- **WHAT YOU SHOULD DO**: Find out how many lines of the material contain the string "Parkway" and give only that figure.

• • • • • • •

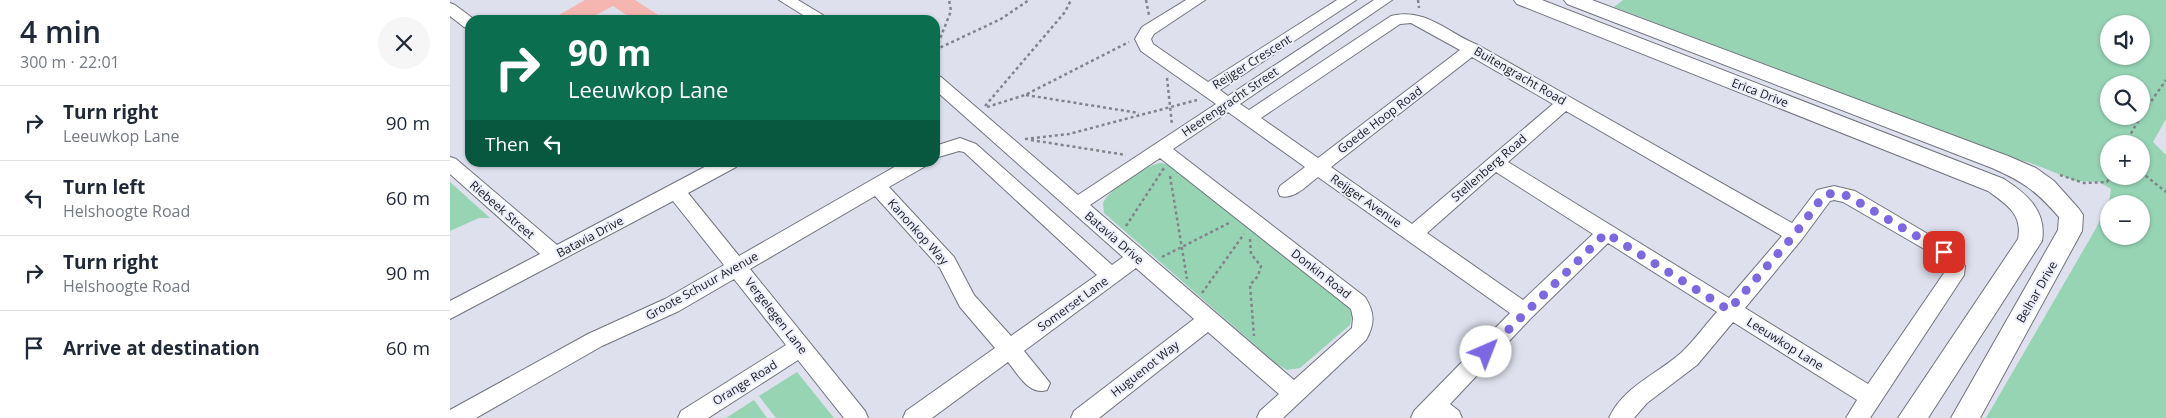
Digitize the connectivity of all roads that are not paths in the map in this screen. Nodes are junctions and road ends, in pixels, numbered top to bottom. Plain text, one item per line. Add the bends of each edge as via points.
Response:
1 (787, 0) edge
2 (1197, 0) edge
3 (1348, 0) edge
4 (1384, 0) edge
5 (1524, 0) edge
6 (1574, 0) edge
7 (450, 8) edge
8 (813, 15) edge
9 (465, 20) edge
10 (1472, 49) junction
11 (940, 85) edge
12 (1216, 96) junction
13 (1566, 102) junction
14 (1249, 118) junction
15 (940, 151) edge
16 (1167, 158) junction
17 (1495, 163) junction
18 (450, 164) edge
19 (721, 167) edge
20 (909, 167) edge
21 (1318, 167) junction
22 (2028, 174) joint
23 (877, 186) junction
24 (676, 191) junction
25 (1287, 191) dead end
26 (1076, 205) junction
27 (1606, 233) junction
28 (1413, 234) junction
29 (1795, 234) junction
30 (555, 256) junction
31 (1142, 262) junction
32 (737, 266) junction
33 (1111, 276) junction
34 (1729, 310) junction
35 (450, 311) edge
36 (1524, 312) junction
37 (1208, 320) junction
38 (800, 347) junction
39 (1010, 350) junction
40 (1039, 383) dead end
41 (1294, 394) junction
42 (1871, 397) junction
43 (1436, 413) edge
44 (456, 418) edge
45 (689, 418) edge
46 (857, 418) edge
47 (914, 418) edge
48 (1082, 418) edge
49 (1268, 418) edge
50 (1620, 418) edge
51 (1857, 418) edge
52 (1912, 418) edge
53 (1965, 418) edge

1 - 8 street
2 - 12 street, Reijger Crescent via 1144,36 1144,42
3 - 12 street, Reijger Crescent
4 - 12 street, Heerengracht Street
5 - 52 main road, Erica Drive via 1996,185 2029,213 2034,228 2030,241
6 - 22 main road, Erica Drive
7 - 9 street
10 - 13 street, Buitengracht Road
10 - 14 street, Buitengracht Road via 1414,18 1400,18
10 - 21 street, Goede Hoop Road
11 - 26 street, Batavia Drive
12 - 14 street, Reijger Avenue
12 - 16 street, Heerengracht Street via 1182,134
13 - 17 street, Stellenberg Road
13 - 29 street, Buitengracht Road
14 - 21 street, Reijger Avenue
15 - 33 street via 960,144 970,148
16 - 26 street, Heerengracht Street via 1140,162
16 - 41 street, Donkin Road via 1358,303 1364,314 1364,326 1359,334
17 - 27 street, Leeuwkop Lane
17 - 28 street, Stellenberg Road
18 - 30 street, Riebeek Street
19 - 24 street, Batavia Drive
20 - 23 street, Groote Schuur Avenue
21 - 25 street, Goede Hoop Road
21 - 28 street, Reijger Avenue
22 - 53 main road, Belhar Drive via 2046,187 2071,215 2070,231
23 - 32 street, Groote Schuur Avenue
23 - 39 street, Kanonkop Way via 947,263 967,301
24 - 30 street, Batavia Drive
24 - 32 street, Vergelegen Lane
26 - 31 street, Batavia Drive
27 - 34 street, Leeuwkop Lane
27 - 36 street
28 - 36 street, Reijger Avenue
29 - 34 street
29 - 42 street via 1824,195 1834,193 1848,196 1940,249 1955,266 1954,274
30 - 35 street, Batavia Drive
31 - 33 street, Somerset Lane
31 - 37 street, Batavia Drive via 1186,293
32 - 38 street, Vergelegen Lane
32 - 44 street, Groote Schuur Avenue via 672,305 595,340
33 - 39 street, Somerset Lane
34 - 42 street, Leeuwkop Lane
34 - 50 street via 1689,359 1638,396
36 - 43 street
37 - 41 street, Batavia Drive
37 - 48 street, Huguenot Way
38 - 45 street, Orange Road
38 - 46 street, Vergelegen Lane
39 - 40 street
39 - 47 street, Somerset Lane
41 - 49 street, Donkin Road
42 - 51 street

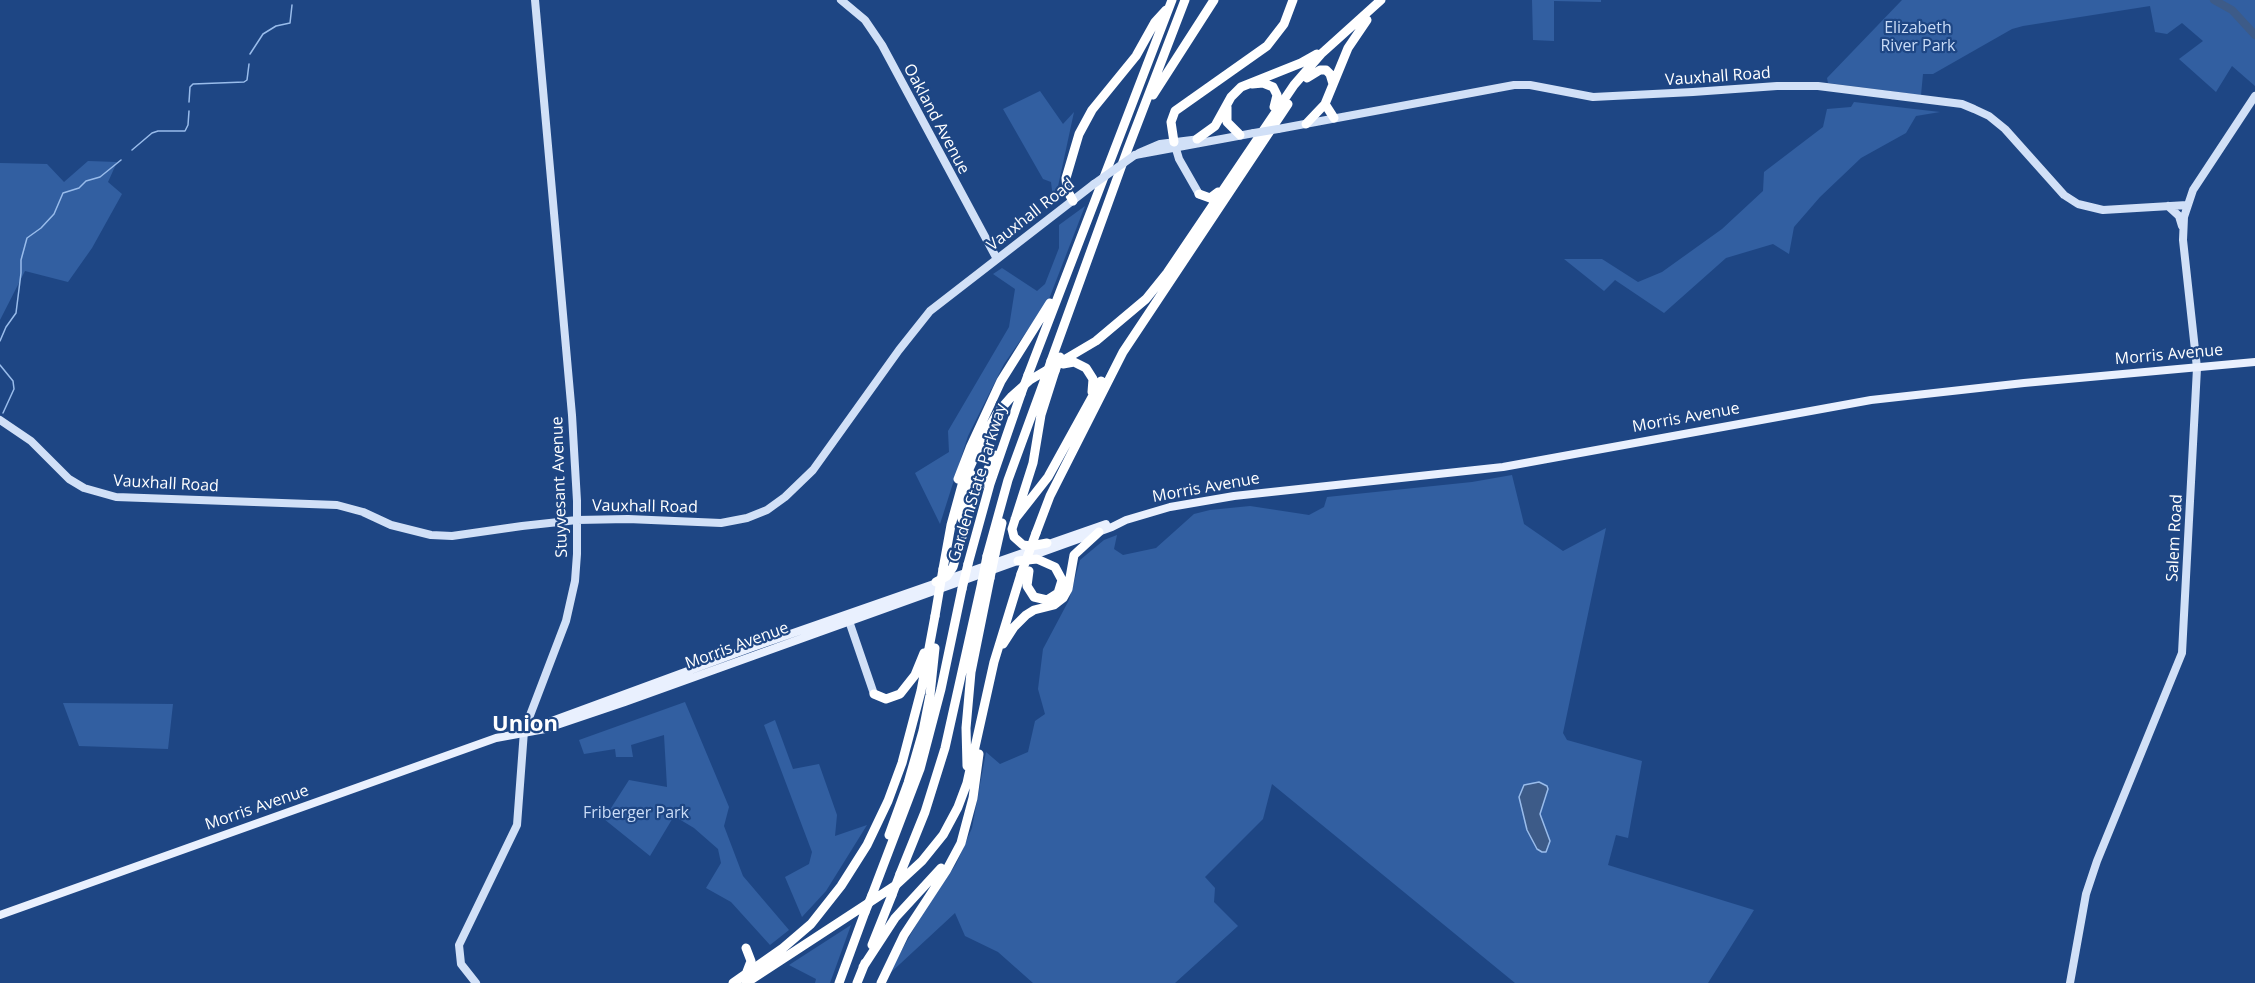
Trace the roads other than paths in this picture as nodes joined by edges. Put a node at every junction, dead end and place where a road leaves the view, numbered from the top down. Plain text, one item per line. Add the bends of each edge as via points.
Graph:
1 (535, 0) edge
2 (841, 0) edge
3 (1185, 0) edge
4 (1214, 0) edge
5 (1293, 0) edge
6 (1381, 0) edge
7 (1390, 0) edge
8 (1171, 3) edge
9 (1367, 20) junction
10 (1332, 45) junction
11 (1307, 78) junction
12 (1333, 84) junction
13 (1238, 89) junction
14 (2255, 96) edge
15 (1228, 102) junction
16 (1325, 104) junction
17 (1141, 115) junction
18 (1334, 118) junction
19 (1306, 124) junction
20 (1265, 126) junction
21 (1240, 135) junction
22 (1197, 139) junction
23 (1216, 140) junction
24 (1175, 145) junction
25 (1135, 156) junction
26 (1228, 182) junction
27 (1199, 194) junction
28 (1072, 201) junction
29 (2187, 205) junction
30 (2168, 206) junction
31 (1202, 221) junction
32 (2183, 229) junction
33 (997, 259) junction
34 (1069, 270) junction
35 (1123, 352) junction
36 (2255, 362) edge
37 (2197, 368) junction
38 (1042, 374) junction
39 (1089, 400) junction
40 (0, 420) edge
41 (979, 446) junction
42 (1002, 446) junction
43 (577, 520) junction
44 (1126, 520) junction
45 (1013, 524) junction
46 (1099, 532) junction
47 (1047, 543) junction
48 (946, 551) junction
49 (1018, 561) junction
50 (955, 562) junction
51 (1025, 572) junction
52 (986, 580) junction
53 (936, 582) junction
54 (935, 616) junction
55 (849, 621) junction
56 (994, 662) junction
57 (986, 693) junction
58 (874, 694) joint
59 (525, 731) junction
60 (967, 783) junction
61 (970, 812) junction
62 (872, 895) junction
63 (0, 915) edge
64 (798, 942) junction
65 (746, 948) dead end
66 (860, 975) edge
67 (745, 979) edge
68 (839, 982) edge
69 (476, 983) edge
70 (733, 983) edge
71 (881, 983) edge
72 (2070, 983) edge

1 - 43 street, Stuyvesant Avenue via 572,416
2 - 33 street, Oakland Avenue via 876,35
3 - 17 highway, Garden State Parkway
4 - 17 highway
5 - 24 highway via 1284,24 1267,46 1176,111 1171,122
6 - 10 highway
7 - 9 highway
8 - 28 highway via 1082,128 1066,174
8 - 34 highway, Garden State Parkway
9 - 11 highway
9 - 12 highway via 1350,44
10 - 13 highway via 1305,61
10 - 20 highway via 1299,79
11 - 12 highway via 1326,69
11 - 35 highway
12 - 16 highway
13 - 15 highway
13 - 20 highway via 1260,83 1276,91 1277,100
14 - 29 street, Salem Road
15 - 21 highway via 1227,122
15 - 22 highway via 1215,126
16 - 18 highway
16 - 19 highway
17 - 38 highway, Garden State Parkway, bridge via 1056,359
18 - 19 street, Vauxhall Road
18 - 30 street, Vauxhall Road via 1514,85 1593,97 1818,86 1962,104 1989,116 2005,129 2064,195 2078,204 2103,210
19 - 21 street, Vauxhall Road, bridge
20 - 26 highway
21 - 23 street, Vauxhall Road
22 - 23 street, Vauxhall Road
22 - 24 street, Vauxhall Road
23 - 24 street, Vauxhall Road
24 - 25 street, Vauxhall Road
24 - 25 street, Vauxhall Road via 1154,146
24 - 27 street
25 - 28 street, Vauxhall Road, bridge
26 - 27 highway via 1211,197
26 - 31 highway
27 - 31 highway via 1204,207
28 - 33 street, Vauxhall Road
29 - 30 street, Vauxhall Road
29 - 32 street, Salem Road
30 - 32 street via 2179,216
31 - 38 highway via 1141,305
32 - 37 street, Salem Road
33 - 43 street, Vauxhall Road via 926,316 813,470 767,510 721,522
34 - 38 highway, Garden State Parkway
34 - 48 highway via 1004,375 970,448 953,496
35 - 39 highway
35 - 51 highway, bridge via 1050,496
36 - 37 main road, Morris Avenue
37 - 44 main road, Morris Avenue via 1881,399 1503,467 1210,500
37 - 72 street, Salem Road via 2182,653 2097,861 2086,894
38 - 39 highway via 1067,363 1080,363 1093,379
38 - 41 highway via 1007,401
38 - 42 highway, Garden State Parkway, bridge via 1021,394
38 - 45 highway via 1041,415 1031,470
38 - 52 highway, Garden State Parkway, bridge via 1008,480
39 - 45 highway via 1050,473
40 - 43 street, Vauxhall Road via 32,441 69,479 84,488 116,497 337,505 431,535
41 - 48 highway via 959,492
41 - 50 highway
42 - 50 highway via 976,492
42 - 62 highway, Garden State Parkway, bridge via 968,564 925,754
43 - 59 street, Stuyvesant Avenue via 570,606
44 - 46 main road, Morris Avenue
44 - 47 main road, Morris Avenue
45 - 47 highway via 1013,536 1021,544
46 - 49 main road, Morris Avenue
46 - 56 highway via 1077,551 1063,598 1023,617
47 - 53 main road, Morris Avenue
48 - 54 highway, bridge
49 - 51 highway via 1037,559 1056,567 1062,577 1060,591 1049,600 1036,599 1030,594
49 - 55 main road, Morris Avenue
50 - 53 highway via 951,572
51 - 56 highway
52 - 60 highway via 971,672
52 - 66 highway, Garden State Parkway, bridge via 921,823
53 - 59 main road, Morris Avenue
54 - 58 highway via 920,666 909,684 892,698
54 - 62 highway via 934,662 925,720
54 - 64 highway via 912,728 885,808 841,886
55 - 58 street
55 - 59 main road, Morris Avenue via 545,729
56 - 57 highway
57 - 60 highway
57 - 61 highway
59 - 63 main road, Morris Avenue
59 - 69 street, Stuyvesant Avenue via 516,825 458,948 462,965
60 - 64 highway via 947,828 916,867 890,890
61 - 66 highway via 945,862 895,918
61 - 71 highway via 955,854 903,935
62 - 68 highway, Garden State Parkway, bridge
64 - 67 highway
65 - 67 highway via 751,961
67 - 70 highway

• • • • • • •

- **ANSWER TO THIS EXERCISE**: 9